Input:

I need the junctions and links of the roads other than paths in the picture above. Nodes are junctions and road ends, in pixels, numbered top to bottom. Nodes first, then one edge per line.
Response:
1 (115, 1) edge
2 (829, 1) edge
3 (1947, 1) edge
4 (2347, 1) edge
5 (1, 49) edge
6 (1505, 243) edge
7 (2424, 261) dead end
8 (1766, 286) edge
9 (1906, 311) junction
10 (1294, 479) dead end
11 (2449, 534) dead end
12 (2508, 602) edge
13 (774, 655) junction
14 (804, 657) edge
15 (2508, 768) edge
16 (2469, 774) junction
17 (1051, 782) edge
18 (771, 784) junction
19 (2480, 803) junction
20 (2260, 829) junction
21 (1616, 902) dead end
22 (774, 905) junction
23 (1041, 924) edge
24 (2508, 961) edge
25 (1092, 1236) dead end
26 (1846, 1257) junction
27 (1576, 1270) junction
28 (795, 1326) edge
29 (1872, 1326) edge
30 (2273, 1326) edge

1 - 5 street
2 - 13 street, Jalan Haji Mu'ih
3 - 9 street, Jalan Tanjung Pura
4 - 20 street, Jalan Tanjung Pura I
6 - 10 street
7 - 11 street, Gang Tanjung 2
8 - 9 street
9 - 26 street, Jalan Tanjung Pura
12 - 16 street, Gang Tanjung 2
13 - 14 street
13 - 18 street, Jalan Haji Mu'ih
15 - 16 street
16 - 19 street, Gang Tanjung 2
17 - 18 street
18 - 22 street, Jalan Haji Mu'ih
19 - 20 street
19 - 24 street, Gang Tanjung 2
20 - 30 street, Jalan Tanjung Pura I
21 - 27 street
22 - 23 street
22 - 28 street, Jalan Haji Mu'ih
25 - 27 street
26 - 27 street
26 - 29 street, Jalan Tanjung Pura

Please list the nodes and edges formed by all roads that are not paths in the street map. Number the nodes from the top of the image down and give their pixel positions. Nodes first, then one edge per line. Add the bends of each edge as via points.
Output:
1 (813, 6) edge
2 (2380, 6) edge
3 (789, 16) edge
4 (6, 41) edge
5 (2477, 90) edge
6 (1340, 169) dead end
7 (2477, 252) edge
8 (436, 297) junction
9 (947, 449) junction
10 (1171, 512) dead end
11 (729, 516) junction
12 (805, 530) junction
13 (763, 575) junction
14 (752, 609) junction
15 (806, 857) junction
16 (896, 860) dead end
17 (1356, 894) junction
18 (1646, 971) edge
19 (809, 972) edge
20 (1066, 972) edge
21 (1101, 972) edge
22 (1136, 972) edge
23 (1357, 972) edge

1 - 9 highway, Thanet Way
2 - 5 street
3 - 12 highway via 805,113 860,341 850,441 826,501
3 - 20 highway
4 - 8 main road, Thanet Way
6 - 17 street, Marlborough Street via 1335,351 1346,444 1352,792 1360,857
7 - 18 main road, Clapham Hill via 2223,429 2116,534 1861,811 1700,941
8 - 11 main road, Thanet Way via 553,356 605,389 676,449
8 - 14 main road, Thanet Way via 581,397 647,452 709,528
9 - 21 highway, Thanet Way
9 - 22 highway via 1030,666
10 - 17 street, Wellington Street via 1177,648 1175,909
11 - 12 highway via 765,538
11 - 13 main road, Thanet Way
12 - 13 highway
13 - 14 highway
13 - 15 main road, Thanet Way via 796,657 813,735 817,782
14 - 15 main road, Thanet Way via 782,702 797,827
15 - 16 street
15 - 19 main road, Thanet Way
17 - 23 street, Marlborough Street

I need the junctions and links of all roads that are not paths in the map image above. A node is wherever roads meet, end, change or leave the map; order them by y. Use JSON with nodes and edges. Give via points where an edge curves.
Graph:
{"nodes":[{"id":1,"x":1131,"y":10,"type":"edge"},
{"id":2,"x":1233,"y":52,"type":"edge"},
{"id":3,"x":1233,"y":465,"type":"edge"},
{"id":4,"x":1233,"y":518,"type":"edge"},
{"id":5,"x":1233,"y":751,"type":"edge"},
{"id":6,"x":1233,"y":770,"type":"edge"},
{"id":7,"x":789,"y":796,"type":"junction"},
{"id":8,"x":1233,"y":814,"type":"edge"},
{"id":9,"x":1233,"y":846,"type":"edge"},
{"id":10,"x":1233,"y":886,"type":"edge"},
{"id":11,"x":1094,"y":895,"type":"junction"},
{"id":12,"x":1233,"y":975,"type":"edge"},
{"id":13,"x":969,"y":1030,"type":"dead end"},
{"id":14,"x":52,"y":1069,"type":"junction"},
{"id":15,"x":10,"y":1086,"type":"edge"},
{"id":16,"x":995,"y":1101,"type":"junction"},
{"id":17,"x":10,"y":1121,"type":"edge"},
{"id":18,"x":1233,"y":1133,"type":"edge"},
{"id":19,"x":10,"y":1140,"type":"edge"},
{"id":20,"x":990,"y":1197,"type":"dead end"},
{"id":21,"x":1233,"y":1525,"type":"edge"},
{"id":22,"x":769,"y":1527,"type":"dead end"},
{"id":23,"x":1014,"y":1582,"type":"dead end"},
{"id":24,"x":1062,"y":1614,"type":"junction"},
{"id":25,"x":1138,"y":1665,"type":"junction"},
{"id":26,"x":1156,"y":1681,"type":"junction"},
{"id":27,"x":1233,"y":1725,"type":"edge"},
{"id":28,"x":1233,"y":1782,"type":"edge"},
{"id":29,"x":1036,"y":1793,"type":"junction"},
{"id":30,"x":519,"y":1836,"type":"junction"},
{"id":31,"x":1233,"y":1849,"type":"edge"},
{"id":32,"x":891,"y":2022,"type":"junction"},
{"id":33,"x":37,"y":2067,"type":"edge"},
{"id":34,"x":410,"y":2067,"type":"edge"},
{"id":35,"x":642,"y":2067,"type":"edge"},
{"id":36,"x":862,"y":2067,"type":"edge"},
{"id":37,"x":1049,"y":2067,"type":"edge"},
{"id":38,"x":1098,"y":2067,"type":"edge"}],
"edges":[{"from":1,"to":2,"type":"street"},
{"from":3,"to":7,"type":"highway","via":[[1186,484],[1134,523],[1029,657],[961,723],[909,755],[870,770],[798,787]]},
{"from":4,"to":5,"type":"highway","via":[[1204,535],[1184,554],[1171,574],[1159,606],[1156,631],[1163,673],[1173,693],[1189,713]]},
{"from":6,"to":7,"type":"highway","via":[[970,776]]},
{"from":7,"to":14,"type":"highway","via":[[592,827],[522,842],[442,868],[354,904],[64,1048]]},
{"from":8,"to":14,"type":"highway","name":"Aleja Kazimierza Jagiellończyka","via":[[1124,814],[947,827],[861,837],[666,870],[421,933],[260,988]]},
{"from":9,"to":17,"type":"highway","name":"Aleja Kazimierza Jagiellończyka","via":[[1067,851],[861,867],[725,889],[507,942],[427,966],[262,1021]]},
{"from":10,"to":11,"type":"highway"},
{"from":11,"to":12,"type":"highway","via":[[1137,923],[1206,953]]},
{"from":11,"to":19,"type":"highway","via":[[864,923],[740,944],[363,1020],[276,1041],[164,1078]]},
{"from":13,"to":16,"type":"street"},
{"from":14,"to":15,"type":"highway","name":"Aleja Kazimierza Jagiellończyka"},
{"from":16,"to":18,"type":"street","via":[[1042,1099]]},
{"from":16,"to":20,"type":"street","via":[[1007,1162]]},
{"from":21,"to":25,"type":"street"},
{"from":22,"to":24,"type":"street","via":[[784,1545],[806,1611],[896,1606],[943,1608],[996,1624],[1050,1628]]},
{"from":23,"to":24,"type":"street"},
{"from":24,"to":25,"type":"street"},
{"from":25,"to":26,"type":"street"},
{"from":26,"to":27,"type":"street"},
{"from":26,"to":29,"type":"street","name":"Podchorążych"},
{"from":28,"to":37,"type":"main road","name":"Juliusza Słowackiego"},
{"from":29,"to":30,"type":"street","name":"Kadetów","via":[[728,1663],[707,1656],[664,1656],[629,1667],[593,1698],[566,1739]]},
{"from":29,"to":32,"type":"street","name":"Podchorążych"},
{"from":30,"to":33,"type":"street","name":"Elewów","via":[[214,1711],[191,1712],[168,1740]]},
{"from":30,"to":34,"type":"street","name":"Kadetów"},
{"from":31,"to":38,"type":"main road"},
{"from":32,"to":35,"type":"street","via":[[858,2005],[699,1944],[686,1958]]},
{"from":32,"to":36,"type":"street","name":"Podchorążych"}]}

Instructions to follow:
All lines of the entries above where "need" turns up should be reported.

Worked solution:
I need the junctions and links of the roads other than paths in the picture above. Nodes are junctions and road ends, in pixels, numbered top to bottom. Nodes first, then one edge per line.
I need the junctions and links of all roads that are not paths in the map image above. A node is wherever roads meet, end, change or leave the map; order them by y. Use JSON with nodes and edges. Give via points where an edge curves.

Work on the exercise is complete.